When multiple authors are entering keywords, inconsistency will be rampant, due to basic differences (singular versus plural terms?) or differences in terminology.

These issues can be greatly reduced if users are picking from a standard list of items, rather than filling in free-text fields.

This may be as simple as a drop-down list of eight items, such as departments in the organisation. Such lists are simple to set up and use, and should be provided wherever possible.

Beyond this, a more extensive list of keywords (subjects) can be used. Called a ‘controlled-term thesaurus’ or ‘taxonomy’, these capture all the topics that may occur within the organisation.

Use of taxonomies can deliver more benefits than just consistent keywords. Once the subjects covered by pages are captured in a rich way, many different forms of searching and browsing interfaces become possible.

Of course, to make use of a taxonomy, you must have one available. Since a ‘generic’ taxonomy doesn’t make sense, each organisation potentially has to develop their own list of terms (perhaps drawing on existing taxonomies).

It takes several person-years of work to develop a taxonomy, making it hard to justify, even though the return on investment will be several times the initial cost.

In the shorter term, organisations should therefore look to simpler approaches to metadata, pending the development of a more extensive taxonomy.

Tagging and folksonomies

One comparatively new approach to metadata is called ‘tagging’ or ‘folksonomy’. This is where ‘tags’, the equivalent to keywords, are displayed on the published site.
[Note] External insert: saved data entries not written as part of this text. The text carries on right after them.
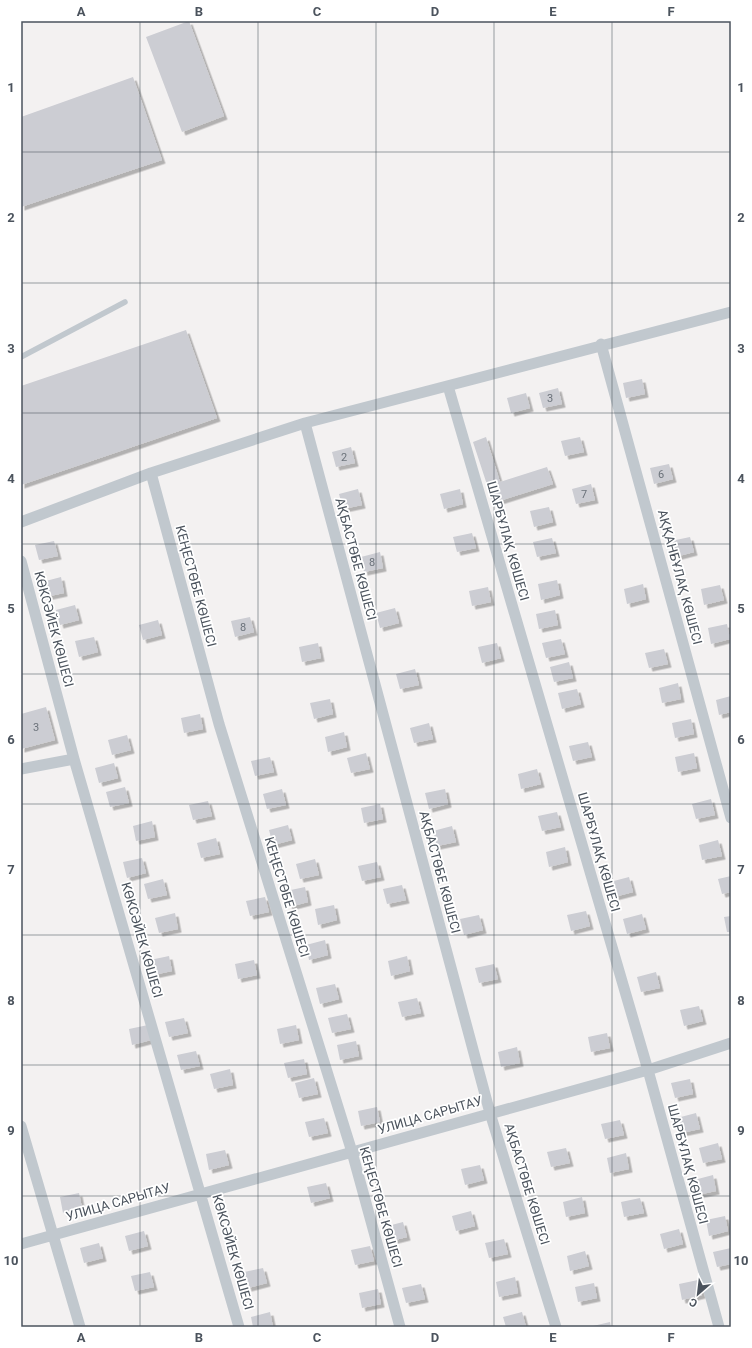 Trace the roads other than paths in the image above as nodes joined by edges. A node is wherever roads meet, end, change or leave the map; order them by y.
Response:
1 (126, 302) dead end
2 (731, 312) edge
3 (601, 344) junction
4 (21, 357) edge
5 (448, 386) junction
6 (305, 423) junction
7 (151, 473) junction
8 (21, 522) edge
9 (21, 561) edge
10 (74, 759) junction
11 (21, 769) edge
12 (731, 818) edge
13 (731, 1042) edge
14 (648, 1070) junction
15 (490, 1113) junction
16 (21, 1126) edge
17 (352, 1152) junction
18 (201, 1192) junction
19 (54, 1234) junction
20 (21, 1244) edge
21 (80, 1327) edge
22 (239, 1327) edge
23 (400, 1327) edge
24 (556, 1327) edge
25 (718, 1327) edge

1 - 4 lane
2 - 3 street
3 - 5 street
3 - 12 street, АҚҚАНБҰЛАҚ КӨШЕСІ
5 - 6 street
5 - 14 street, ШАРБҰЛАҚ КӨШЕСІ
6 - 7 street
6 - 15 street, АҚБАСТӨБЕ КӨШЕСІ
7 - 8 street
7 - 17 street, КЕҢЕСТӨБЕ КӨШЕСІ
9 - 10 street, КӨКСӘЙЕК КӨШЕСІ
10 - 11 street
10 - 18 street, КӨКСӘЙЕК КӨШЕСІ
13 - 14 street, УЛИЦА САРЫТАУ
14 - 15 street, УЛИЦА САРЫТАУ
14 - 25 street, ШАРБҰЛАҚ КӨШЕСІ
15 - 17 street, УЛИЦА САРЫТАУ
15 - 24 street, АҚБАСТӨБЕ КӨШЕСІ
16 - 19 street
17 - 18 street, УЛИЦА САРЫТАУ
17 - 23 street, КЕҢЕСТӨБЕ КӨШЕСІ
18 - 19 street, УЛИЦА САРЫТАУ
18 - 22 street, КӨКСӘЙЕК КӨШЕСІ
19 - 20 street, УЛИЦА САРЫТАУ
19 - 21 street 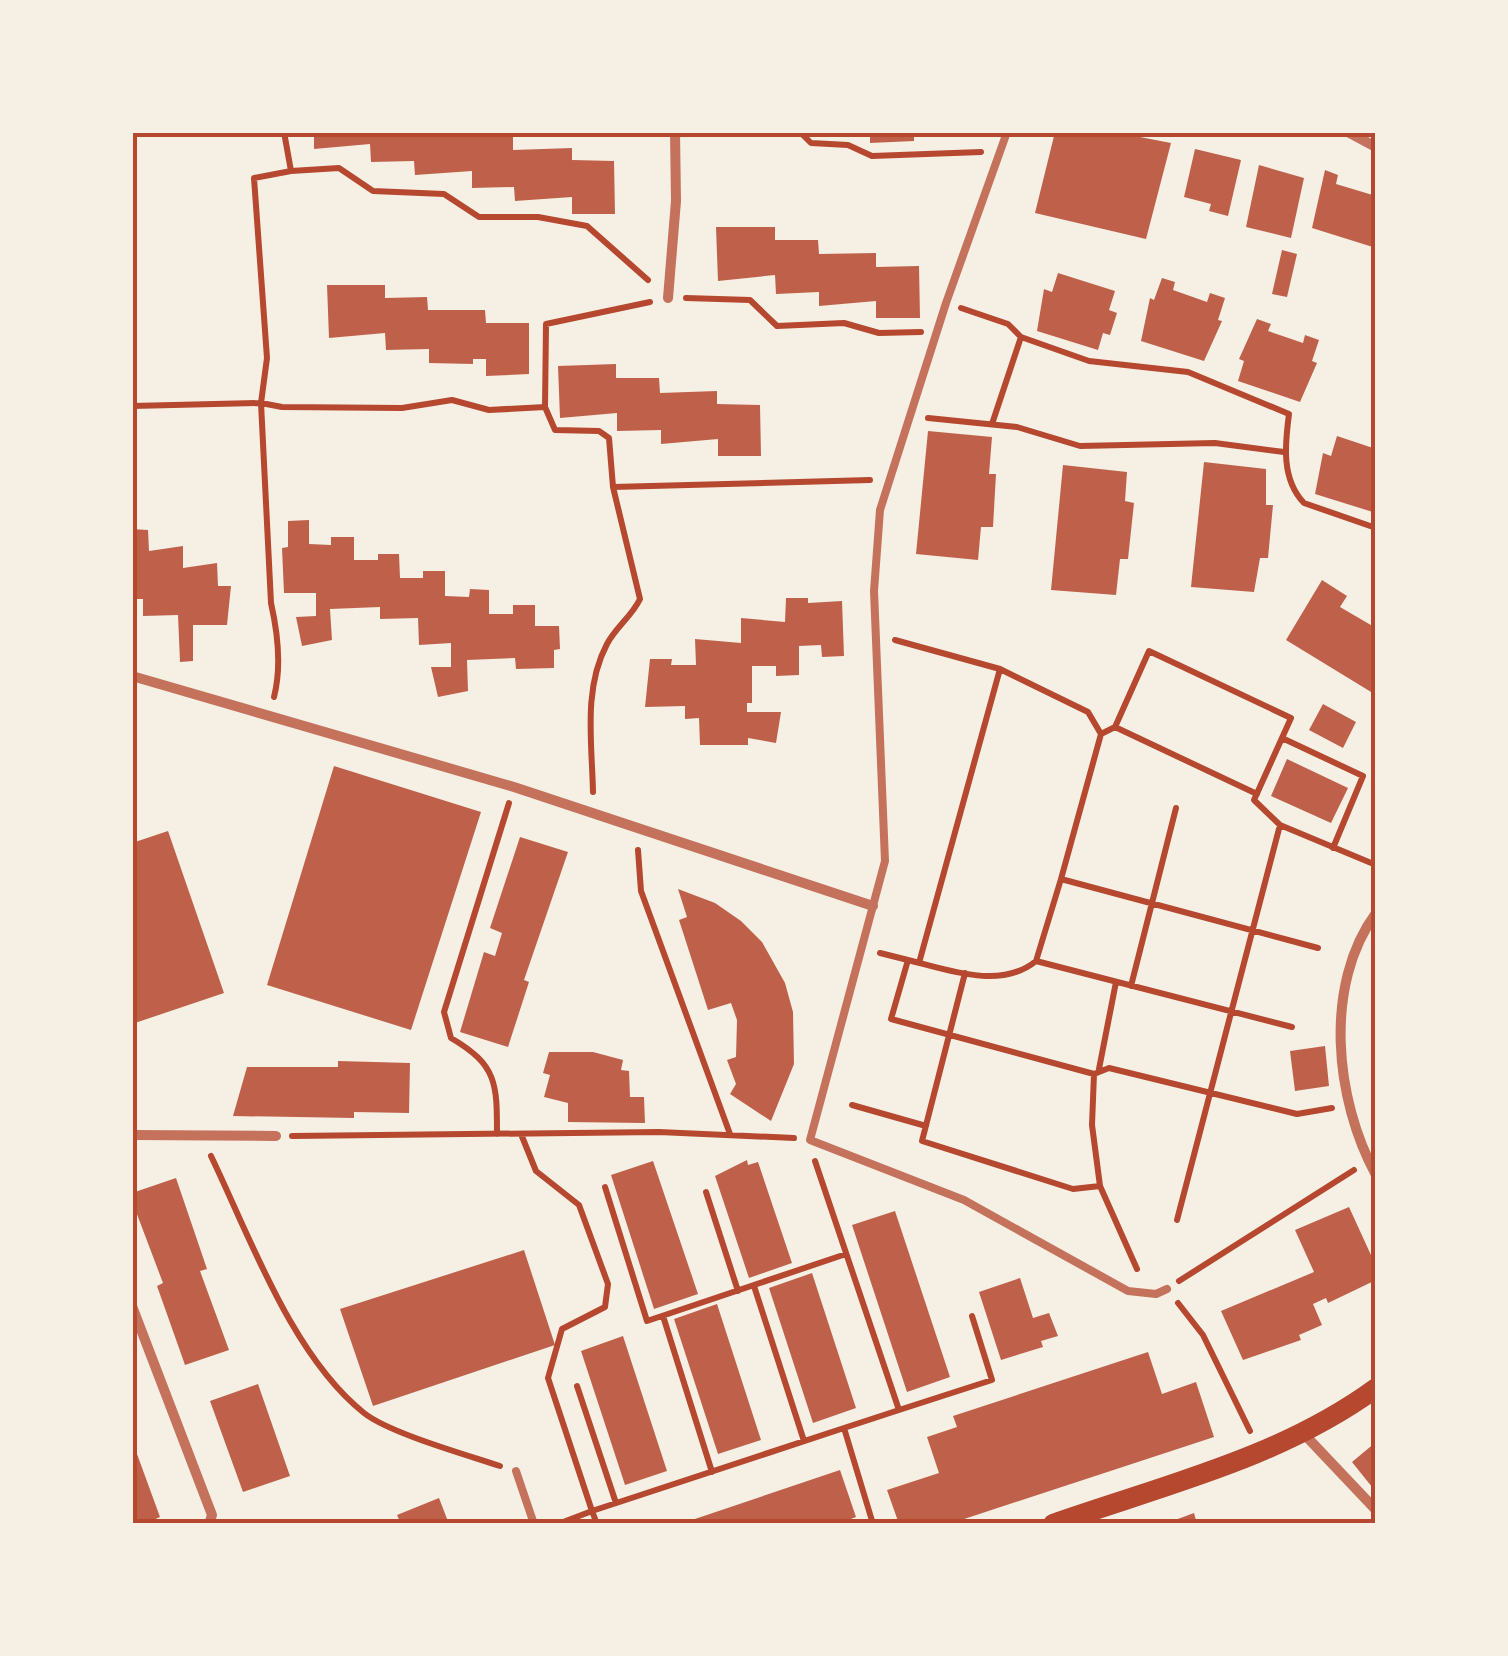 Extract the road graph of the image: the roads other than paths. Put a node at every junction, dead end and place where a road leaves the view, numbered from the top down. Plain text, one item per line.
1 (675, 132) edge
2 (1008, 132) edge
3 (1348, 132) edge
4 (1376, 147) edge
5 (668, 298) road end
6 (132, 676) edge
7 (873, 906) junction
8 (1376, 913) edge
9 (132, 1136) edge
10 (276, 1136) road end
11 (1376, 1175) edge
12 (1167, 1290) road end
13 (132, 1306) edge
14 (1376, 1388) edge
15 (1304, 1434) junction
16 (516, 1471) road end
17 (1376, 1510) edge
18 (210, 1524) edge
19 (534, 1524) edge
20 (1053, 1524) edge

1 - 5 street
2 - 7 lane
3 - 4 street
6 - 7 street
7 - 12 lane
8 - 11 street
9 - 10 street
13 - 18 street
14 - 15 main road
15 - 17 street
15 - 20 main road
16 - 19 lane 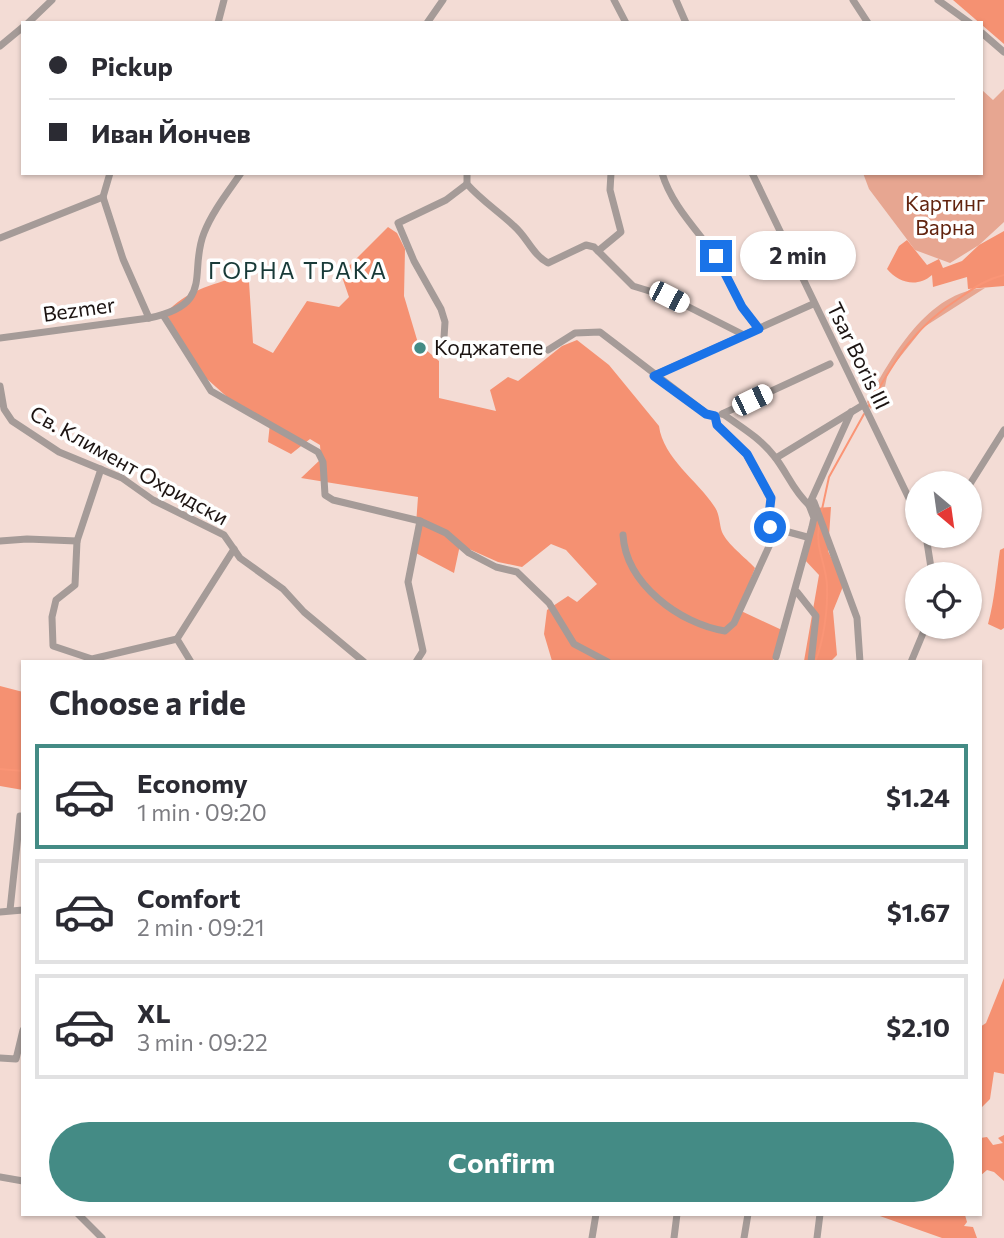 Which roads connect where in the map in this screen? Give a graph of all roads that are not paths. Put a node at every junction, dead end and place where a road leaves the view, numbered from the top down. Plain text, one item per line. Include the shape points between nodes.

End users can then add their own tags to pages, to help them find the page again, and in the process helping other users.

The tags used on the site are then often displayed as a ‘tag cloud’, which shows all the words used on the site, with more frequent words displayed in larger type.

While tagging has proven to be successful on sites such as these, its use on corporate websites and intranets is much less clear. The motivation and purpose for end users to tag our content is not obvious, and this is key to the tagging approach.

It is beyond the scope of this article to do more than reference tagging, and readers are encouraged to browse the web for a range of articles and books on this topic.

Much more could be said

There are whole professions devoted to the creation and use of metadata, and much could be said beyond the fundamentals covered in this article.

This includes:

use of metadata to drive navigation on the site, including faceted browsing
automated site features based on metadata
knowledge management aspects of metadata

It is impossible to cover all these topics in a single article, and the goal has been to focus on the core issues that must be understood by all intranet and web teams.

Further research into these more advanced topics is strongly encouraged.

Conclusion

Metadata is one of the key elements of site design and management, and is often a driving factor for the purchase of a content management system (or other similar publishing tools).

While metadata can be used in many complex and powerful ways, most sites benefit from keeping it pretty simple.

Only capture the metadata you need, and make it very simple for authors to enter it. Recognise that there is a cost (in effort and usability) for every metadata field established, and therefore focus efforts on clear business or site needs.